腹黒王子とめぐるの耽溺日誌
「さ、佐原!?だ、大丈夫なのか!?」
「うっせーなぁ、大丈夫っすよこんぐらい」
保健室に慌てて来る谷口先生に対して鬱陶しそうに口を開く佐原君。
あの後無事に保健室に連れて行くと、佐原君の腕を見た保健室の先生が顔面蒼白になりながら止血をしてくれた。
そのおかげで今ではすっかり血が止まっている。
「な、なにがあったんだ雪平!」
「え、えっと、私達が購買に行こうと歩いてたら窓から大きな石が投げつけられて、それで……」
「そんな事が……佐原、腕の様子はどうだ?かなりの出血と聞いたが……」
「だから大丈夫だって言ってるでしょ!大袈裟なんだよ、アンタら」
包帯ぐるぐる巻きになってる腕を見ると、とても大丈夫そうには見えないが当の本人はピンピンしている。

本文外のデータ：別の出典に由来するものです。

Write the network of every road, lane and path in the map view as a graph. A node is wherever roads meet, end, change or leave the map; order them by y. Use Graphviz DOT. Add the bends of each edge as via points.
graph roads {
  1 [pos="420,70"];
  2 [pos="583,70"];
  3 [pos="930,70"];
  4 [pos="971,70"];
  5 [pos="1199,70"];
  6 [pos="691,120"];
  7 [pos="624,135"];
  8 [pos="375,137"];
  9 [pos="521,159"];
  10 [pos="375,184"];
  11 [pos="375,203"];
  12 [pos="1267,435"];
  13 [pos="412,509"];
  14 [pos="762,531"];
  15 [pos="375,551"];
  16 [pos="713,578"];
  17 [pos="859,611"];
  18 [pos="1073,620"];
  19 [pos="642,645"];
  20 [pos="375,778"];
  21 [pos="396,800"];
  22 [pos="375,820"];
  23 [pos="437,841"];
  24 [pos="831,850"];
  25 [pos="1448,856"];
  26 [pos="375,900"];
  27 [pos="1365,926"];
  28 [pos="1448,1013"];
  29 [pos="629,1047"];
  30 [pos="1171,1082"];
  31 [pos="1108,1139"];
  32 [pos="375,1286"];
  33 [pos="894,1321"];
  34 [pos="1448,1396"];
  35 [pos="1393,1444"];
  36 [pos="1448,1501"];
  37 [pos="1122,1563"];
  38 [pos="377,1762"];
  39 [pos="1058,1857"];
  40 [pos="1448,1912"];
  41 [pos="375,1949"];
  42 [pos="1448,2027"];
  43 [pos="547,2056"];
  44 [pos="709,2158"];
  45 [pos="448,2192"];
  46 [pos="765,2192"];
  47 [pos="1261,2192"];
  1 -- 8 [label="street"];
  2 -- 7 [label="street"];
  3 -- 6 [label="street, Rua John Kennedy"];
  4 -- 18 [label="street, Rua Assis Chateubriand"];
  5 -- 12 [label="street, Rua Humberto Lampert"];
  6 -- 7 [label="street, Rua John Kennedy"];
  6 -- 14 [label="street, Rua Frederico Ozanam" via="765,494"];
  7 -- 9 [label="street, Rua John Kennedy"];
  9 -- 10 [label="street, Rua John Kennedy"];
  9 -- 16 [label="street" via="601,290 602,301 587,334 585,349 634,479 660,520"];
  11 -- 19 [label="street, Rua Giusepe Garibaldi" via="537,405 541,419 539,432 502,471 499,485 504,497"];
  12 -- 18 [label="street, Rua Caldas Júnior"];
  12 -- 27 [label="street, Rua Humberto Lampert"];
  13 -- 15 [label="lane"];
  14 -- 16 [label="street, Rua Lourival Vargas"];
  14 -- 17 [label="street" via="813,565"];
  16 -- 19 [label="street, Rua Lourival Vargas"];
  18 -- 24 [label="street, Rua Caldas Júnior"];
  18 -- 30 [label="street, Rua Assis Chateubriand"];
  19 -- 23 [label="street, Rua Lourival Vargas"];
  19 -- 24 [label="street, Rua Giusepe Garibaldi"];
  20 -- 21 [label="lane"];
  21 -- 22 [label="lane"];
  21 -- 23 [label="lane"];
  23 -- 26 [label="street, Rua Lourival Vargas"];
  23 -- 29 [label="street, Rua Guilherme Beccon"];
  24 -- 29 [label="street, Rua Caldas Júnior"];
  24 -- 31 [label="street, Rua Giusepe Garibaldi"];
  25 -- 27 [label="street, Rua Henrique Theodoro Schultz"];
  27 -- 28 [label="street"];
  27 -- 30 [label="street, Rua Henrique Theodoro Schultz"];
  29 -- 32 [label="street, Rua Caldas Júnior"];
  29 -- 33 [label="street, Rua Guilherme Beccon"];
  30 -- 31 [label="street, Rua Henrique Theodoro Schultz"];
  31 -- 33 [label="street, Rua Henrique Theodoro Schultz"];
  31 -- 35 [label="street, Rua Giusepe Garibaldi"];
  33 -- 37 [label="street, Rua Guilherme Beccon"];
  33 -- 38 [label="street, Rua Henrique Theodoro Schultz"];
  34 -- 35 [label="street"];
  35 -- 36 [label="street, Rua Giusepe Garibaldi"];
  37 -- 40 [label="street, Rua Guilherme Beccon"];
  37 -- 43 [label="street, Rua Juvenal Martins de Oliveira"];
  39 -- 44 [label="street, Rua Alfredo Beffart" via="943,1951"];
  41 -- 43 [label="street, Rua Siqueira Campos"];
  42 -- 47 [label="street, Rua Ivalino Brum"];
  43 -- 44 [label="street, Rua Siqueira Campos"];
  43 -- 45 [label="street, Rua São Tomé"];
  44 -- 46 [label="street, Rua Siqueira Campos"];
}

「石を投げた生徒はこっちできちんと探すとして……佐原は……今日は保護者の人に迎えに来てもらいなさい」
「はぁ!?嫌っすよそんなの!絶対面倒臭いじゃん!!」
「鞄は僕がここに持って来るよ。雪平はどうする?とりあえず教室に戻るか?」
「……うーん……」
私がここに居たってやれることは無いと思うけど…
でも、佐原君の怪我が私と全くの無関係とはどうしても思えない。
「佐原君が、その……心配なので……もう少し、側にいても……」
「……分かった。次の授業は休みなさい。担当の教科の先生には僕から伝えておくよ」
こういう時に物分りの良い先生だなぁと改めて実感する。
谷口は淫行教師という不名誉な称号が無ければ普通に良い先生なのだ。